Posted on 5/2/17 at 4:23 pm to finestfirst79
Here's the counter to that:
An "a la carte" model will cause over 80% of the channel lineup to go out of business due to who owns what channels.
An "a la carte" model will cause over 80% of the channel lineup to go out of business due to who owns what channels.
Posted on 5/2/17 at 4:25 pm to Cheese Grits
quote:
I will agree to disagree with you on this one. Most of the moves in 2010 were rooted in the moves from the 1990's.
Oh for sure its iterative, I am just saying its not like the conferences currently work together. I think one day they might have to though.
quote:
The real crash of the sports bubble will be self inflicted along the lines of the Roman Empire. They have priced the next generation out and they will vote with their wallets on other entertainment options.
That is a huge part of the problem sure. The other side of that coin is college sports are currently being subsidized by millions of non-sports watching grannies who pay the cable bills full of ESPN and SEC Network fees because they don't know any better. When that generation dies and generations used to Netflix take over it will be a sea change. Amazon and Netflix and Hulu have avoided bidding for sports rights for a reason- they know they are overpriced! So they will wait until after the bubble burst and then pick up the pieces.
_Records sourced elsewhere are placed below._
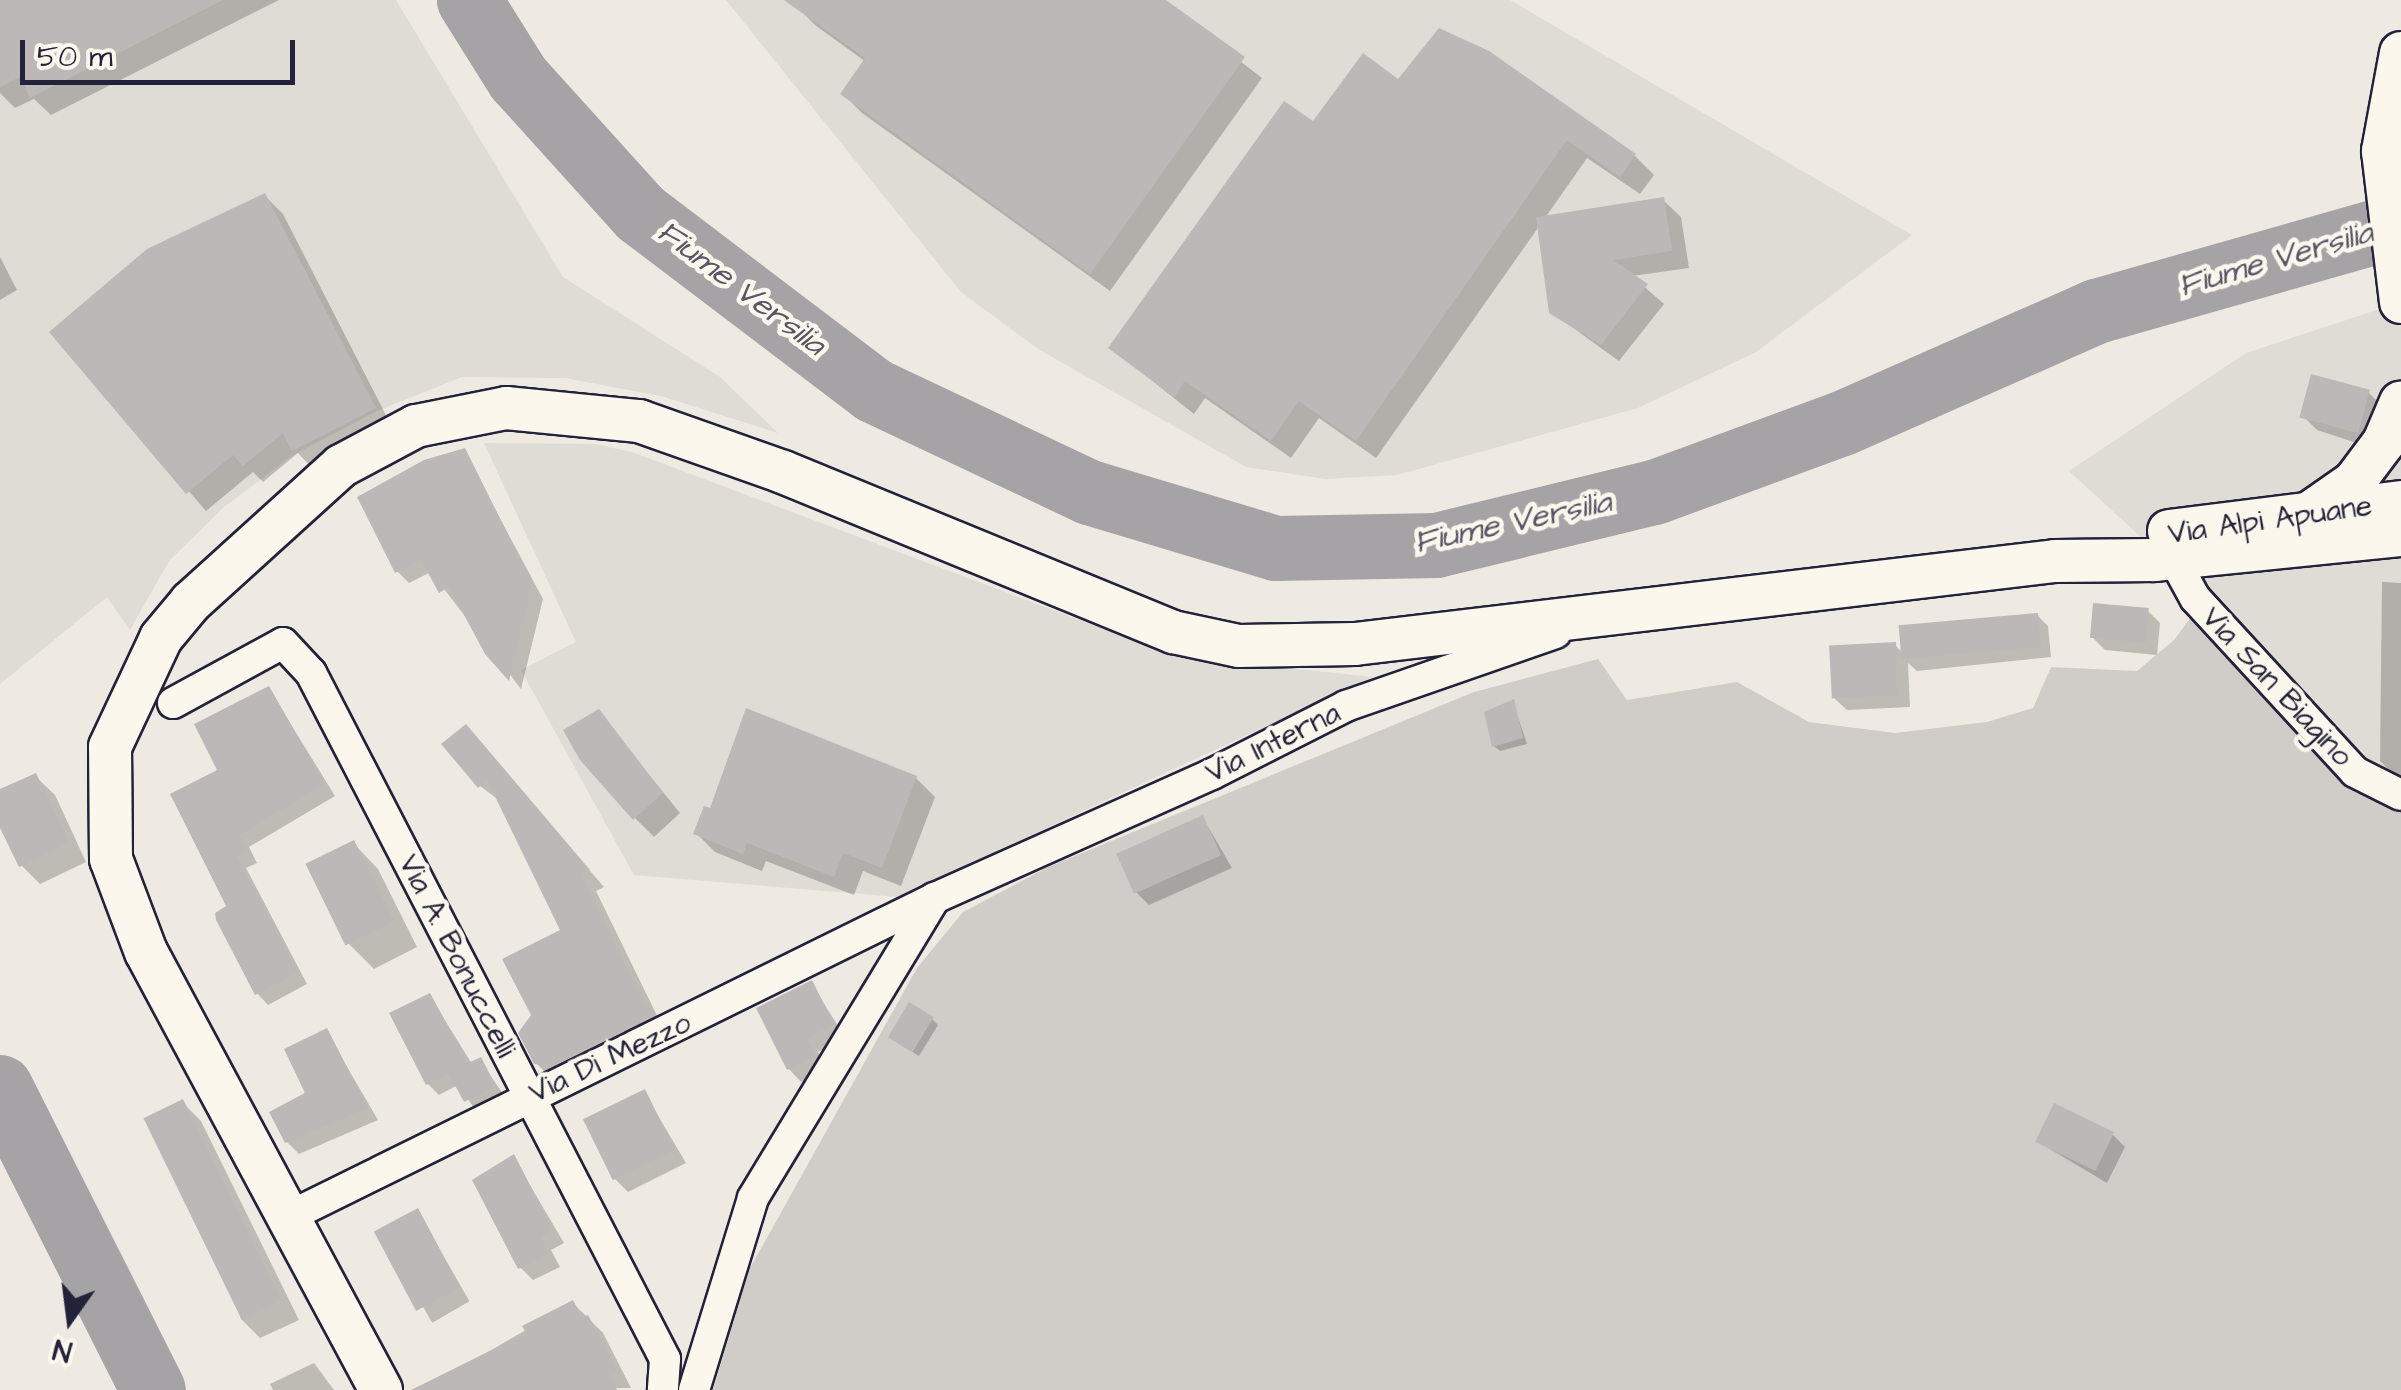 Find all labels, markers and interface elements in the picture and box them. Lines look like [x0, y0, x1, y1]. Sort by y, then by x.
scale bar [25, 20, 300, 82]
text: 50 m [37, 36, 113, 78]
water label: Fiume Versilia [649, 213, 833, 365]
water label: Fiume Versilia [2174, 214, 2378, 306]
water label: Fiume Versilia [1411, 483, 1615, 563]
street label: Via Alpi Apuane [2166, 488, 2374, 552]
street label: Via San Biagino [2194, 600, 2360, 774]
street label: Via Interna [1200, 695, 1346, 791]
street label: Via A. Bonuccelli [390, 849, 524, 1063]
street label: Via Di Mezzo [523, 1005, 697, 1111]
north arrow [20, 1270, 120, 1370]
text: N [49, 1329, 76, 1371]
In a way it is a feedback loop. Granny stops paying for ESPN because she dies, so a smaller consumer base (aka actual sports fans) have to cover the costs for these networks. Fees for sports tiers and sports streaming services will go up, which will turn some people away completely from the sport. Less people will mean the costs for access go even higher. Higher costs means less people, etc.
I can see it escalating to a point where the average sports fan is paying $100+ a month JUST for access to the games on the conference they care about (and not every game), at which point the hardcore fans will start to look at other entertainment options.
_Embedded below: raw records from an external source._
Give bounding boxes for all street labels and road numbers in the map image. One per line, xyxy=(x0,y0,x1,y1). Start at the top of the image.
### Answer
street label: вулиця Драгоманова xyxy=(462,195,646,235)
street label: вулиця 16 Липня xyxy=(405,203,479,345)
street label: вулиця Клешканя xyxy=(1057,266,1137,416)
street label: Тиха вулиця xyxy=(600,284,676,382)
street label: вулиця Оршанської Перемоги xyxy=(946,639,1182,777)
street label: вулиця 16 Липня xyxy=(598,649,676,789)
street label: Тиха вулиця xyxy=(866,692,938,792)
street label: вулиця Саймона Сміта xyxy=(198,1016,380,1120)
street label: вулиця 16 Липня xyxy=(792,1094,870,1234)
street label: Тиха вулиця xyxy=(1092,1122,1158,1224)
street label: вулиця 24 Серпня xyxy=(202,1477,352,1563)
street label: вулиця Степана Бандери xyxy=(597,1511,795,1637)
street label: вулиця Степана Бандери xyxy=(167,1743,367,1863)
The only question is if head injuries and lawsuits can kill this golden goose before granny dying does.
Posted on 5/2/17 at 4:33 pm to CGSC Lobotomy
quote:
Here's the counter to that:
An "a la carte" model will cause over 80% of the channel lineup to go out of business due to who owns what channels.
Yeah, I think you're correct. I'm just sitting in my cocoon here worrying about sports coverage. "Lifetime, Television for Women"? Gone. (And all married males rejoice. )
I sure don't have any inside info, but it seems like Sen. McCain and others are going to make a la carte happen, whether it's a good idea or not.